Tim regales us with another intriguing story on a morning trip to Sheep Island. In this forlorn place, the tombstone of Mary Jane Pascoe, believed to be the first white woman to die in the Kimberley, is all that remains of an attempted settlement. In 1864, three boatloads of would-be settlers set sail from Melbourne equipped with 4,000 purebred merino sheep and the promise of good pastoral country, a laughable notion given that this red sandstone terrain barely produces enough spinifex for the resident rock wallabies. After a shipwreck, deaths by sunstroke, childbirth, and septicemia, and failed attempts to tame the savage land, the story ended nine months later back in Melbourne with one less ship, 10 less passengers, and but a single remaining sheep.

With little knowledge of the Kimberley’s wet and dry seasons and huge tides, it’s little wonder the expedition failed. Even today, with all its high-tech navigational systems, the Quest is at the mercy of the weather and tides. On this cruise, we are fortunate to encounter high tides and an extended wet season, which gives us access—above the crocodile-prone mangroves—to trails that lead to freshwater swimming holes.

At Camp Creek, we follow a gurgling stream along a tricky rock ledge, past spindly eucalyptus, and up over boulders to a natural plateau where a seemingly bottomless black circular pool has been carved into the surrounding amphitheater of dark, water-hewn rock. It’s a blissful still-water, a lull between two white foaming waterfalls, one tumbling in on us at one end, the other disappearing over the rock ledge next to the trail we’ve just climbed.

Another day at King Cascade, a steep climb turns into a pleasant walk along a waterway that is more lagoon than creek, with tiered ponds overflowing into one another. The swimming hole is like a desert oasis, edged in lush green screw pines and young leafy eucalyptus, with emerald lily pads floating in wait for itinerant frogs. We lie like nymphs on flat submerged rocks as the water flows around us.
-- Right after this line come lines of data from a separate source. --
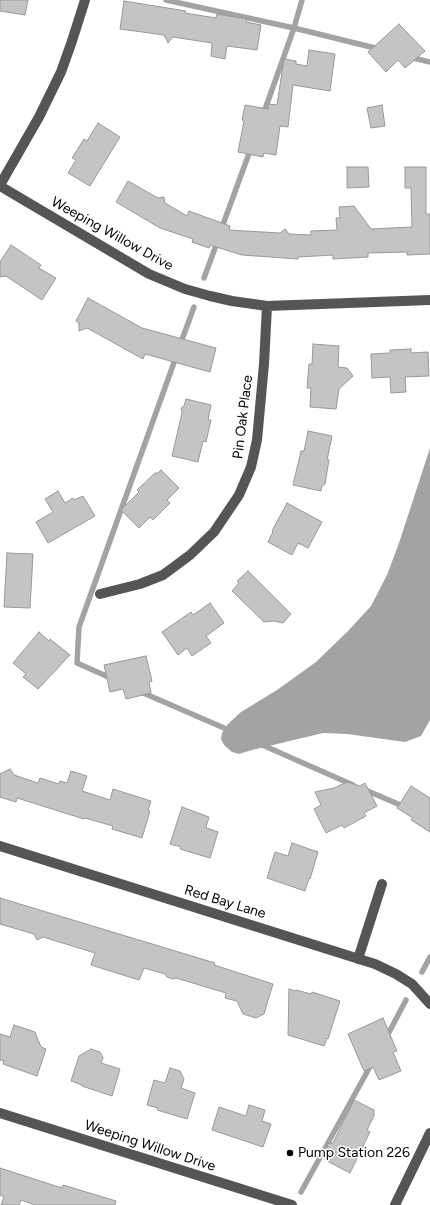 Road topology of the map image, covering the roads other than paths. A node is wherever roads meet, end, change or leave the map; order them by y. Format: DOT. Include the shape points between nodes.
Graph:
graph roads {
  1 [pos="85,0"];
  2 [pos="0,186"];
  3 [pos="430,300"];
  4 [pos="267,306"];
  5 [pos="100,594"];
  6 [pos="0,846"];
  7 [pos="382,884"];
  8 [pos="358,959"];
  9 [pos="430,1004"];
  10 [pos="0,1113"];
  11 [pos="430,1133"];
  12 [pos="292,1205"];
  13 [pos="395,1205"];
  1 -- 2 [label="street" via="61,72"];
  2 -- 4 [label="street, Weeping Willow Drive" via="149,274 210,296"];
  3 -- 4 [label="street, Weeping Willow Drive"];
  4 -- 5 [label="street, Pin Oak Place" via="257,440 251,467 239,495 214,532 190,555 163,575"];
  6 -- 8 [label="street, Red Bay Lane"];
  7 -- 8 [label="street"];
  8 -- 9 [label="street, Red Bay Lane" via="396,974 412,984"];
  10 -- 12 [label="street, Weeping Willow Drive"];
  11 -- 13 [label="street"];
} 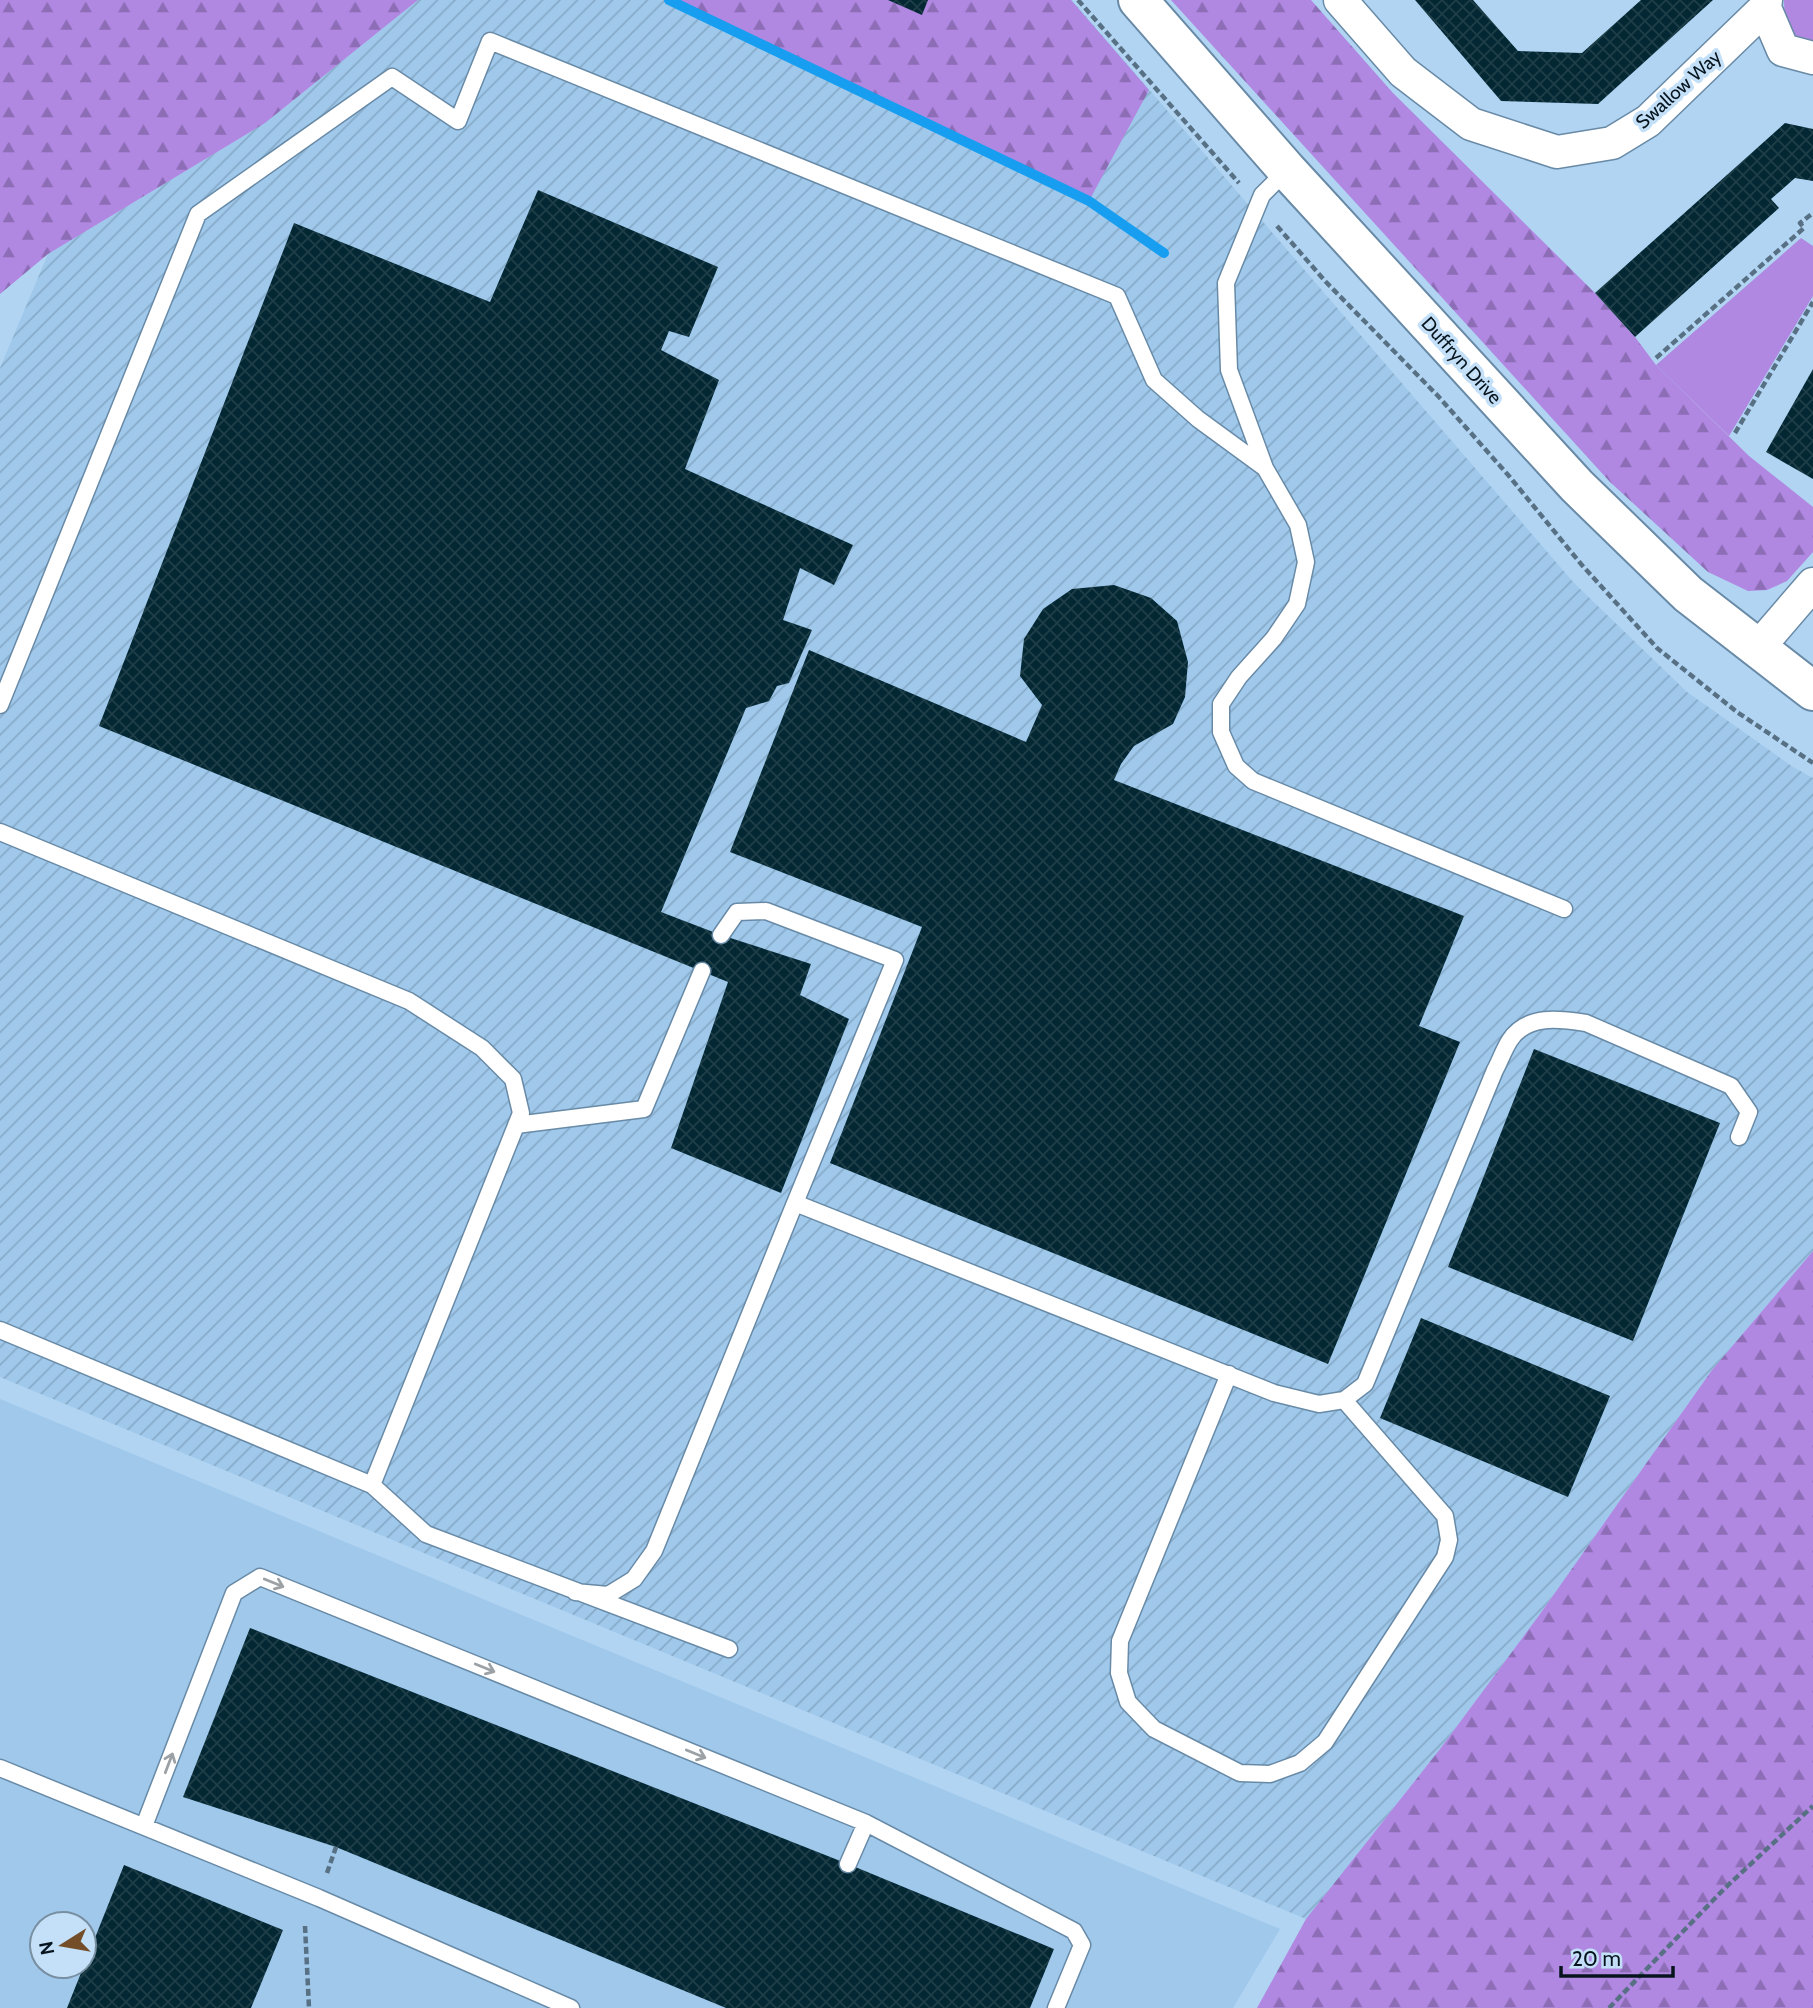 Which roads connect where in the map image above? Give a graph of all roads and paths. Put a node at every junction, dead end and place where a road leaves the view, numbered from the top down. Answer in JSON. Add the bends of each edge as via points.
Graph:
{"nodes":[{"id":1,"x":1078,"y":0,"type":"edge"},
{"id":2,"x":1138,"y":0,"type":"edge"},
{"id":3,"x":1340,"y":0,"type":"edge"},
{"id":4,"x":1766,"y":4,"type":"edge"},
{"id":5,"x":1813,"y":58,"type":"edge"},
{"id":6,"x":1287,"y":170,"type":"junction"},
{"id":7,"x":1258,"y":205,"type":"junction"},
{"id":8,"x":1813,"y":212,"type":"edge"},
{"id":9,"x":1813,"y":302,"type":"edge"},
{"id":10,"x":1656,"y":358,"type":"dead end"},
{"id":11,"x":1735,"y":433,"type":"dead end"},
{"id":12,"x":1265,"y":468,"type":"junction"},
{"id":13,"x":1813,"y":584,"type":"edge"},
{"id":14,"x":1757,"y":649,"type":"junction"},
{"id":15,"x":1813,"y":691,"type":"edge"},
{"id":16,"x":0,"y":705,"type":"edge"},
{"id":17,"x":1813,"y":763,"type":"edge"},
{"id":18,"x":0,"y":832,"type":"edge"},
{"id":19,"x":1564,"y":909,"type":"dead end"},
{"id":20,"x":721,"y":935,"type":"dead end"},
{"id":21,"x":702,"y":971,"type":"dead end"},
{"id":22,"x":516,"y":1125,"type":"junction"},
{"id":23,"x":1739,"y":1137,"type":"dead end"},
{"id":24,"x":795,"y":1203,"type":"junction"},
{"id":25,"x":0,"y":1330,"type":"edge"},
{"id":26,"x":1229,"y":1374,"type":"junction"},
{"id":27,"x":1344,"y":1400,"type":"junction"},
{"id":28,"x":372,"y":1485,"type":"junction"},
{"id":29,"x":575,"y":1592,"type":"junction"},
{"id":30,"x":729,"y":1649,"type":"dead end"},
{"id":31,"x":0,"y":1768,"type":"edge"},
{"id":32,"x":1813,"y":1806,"type":"edge"},
{"id":33,"x":866,"y":1823,"type":"junction"},
{"id":34,"x":144,"y":1826,"type":"junction"},
{"id":35,"x":848,"y":1864,"type":"dead end"},
{"id":36,"x":305,"y":1926,"type":"dead end"},
{"id":37,"x":309,"y":2008,"type":"edge"},
{"id":38,"x":571,"y":2008,"type":"edge"},
{"id":39,"x":1056,"y":2008,"type":"edge"},
{"id":40,"x":1609,"y":2008,"type":"edge"}],
"edges":[{"from":1,"to":7,"type":"path"},
{"from":2,"to":6,"type":"street","name":"Duffryn Drive"},
{"from":3,"to":4,"type":"street","name":"Swallow Way","via":[[1403,72],[1471,124],[1557,152],[1612,143],[1648,121]]},
{"from":4,"to":5,"type":"street","name":"Swallow Way","via":[[1783,50]]},
{"from":6,"to":7,"type":"lane"},
{"from":6,"to":14,"type":"street","name":"Duffryn Drive","via":[[1577,486],[1688,594]]},
{"from":7,"to":12,"type":"lane","via":[[1226,283],[1229,370]]},
{"from":7,"to":17,"type":"path","via":[[1438,396],[1657,648],[1737,712]]},
{"from":8,"to":10,"type":"path","via":[[1800,223],[1804,228]]},
{"from":9,"to":11,"type":"path"},
{"from":12,"to":16,"type":"lane","via":[[1154,380],[1117,296],[490,41],[458,121],[392,77],[198,214]]},
{"from":12,"to":19,"type":"lane","via":[[1298,524],[1306,562],[1297,604],[1221,704],[1222,732],[1236,766],[1253,781]]},
{"from":13,"to":14,"type":"street"},
{"from":14,"to":15,"type":"street","name":"Duffryn Drive"},
{"from":18,"to":22,"type":"lane","via":[[409,1001],[482,1048],[513,1079],[521,1113]]},
{"from":20,"to":24,"type":"lane","via":[[737,912],[766,911],[895,960]]},
{"from":21,"to":22,"type":"lane","via":[[644,1109]]},
{"from":22,"to":28,"type":"lane"},
{"from":23,"to":27,"type":"lane","via":[[1749,1112],[1731,1086],[1586,1023],[1531,1021],[1511,1038],[1495,1070],[1365,1384]]},
{"from":24,"to":26,"type":"lane"},
{"from":24,"to":29,"type":"lane","via":[[654,1551],[634,1579],[608,1595]]},
{"from":25,"to":28,"type":"lane"},
{"from":26,"to":27,"type":"lane","via":[[1274,1393],[1319,1404]]},
{"from":26,"to":27,"type":"lane","via":[[1120,1640],[1119,1673],[1129,1702],[1154,1728],[1240,1773],[1270,1773],[1300,1763],[1325,1742],[1445,1557],[1449,1540],[1444,1516]]},
{"from":28,"to":29,"type":"lane","via":[[426,1534]]},
{"from":29,"to":30,"type":"lane"},
{"from":31,"to":34,"type":"lane"},
{"from":32,"to":40,"type":"path","via":[[1725,1888]]},
{"from":34,"to":33,"type":"lane","one_way":true,"via":[[234,1593],[260,1577]]},
{"from":33,"to":35,"type":"lane"},
{"from":33,"to":39,"type":"lane","via":[[1074,1931],[1082,1945]]},
{"from":34,"to":38,"type":"lane"},
{"from":36,"to":37,"type":"path"}]}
Cruising the Kimberley Coast cave paintings

One night, we light a bonfire on a wide white beach, sitting in deckchairs as the tide and the sun slip away and leave us gazing upon a star-washed sky. Tim finds a giant nautilus shell among the mangroves, the kind you only see in luxury bathrooms. In the embers of the fire, the Quest’s chef, Toby Price, cooks fresh-plucked rock oysters in their gnarly black shells. When they’re hot, the steam forces the shell open enough to be shucked. We slurp them down warm, with a squeeze of lime, the salt of the sea still lingering.

Horizontal Falls—a fast-moving tidal flow through two narrow gorges—is one of the most popular attractions in the Kimberley, and rightly so. But I prefer the crowd-free drama of Montgomery Reef, whose remote coral-capped limestone appears to rise from the water as the tide drops. It’s a natural phenomenon whereby the water atop the reef never fully empties as the tide goes down. When you’re in a tender next to it, the effect is of a lunar landscape emerging from the ocean, its crevices and creases streaming with water that pummels the sea in a meringue-white wash. Stay around long enough and you’ll see greenback turtles jettisoned along in the currents. It’s David Attenborough stuff.

And then there’s other rock art, too. As is common with Aboriginal painting, the older Gwion Gwion have often been overlaid by later styles like the brilliant Wanjina, painted in the past 3,500 years and still practiced by indigenous artists today. At Raft Point, we take an uphill walk to Ngumbrui Wanjina Cave. Sitting under the rock shelf, we’re surrounded by these more abstract Wanjina spirits, white-faced, big-eyed, and mouthless with decorative rainbow-shaped headdresses. And they’re letting us share this magical view with them.

Back on land in Broome, I’m still feeling the effects of Bradshaw fever. Or perhaps it’s another strain. Wanjina fever? Kimberley fever? The only remedy, I’m certain, is to return.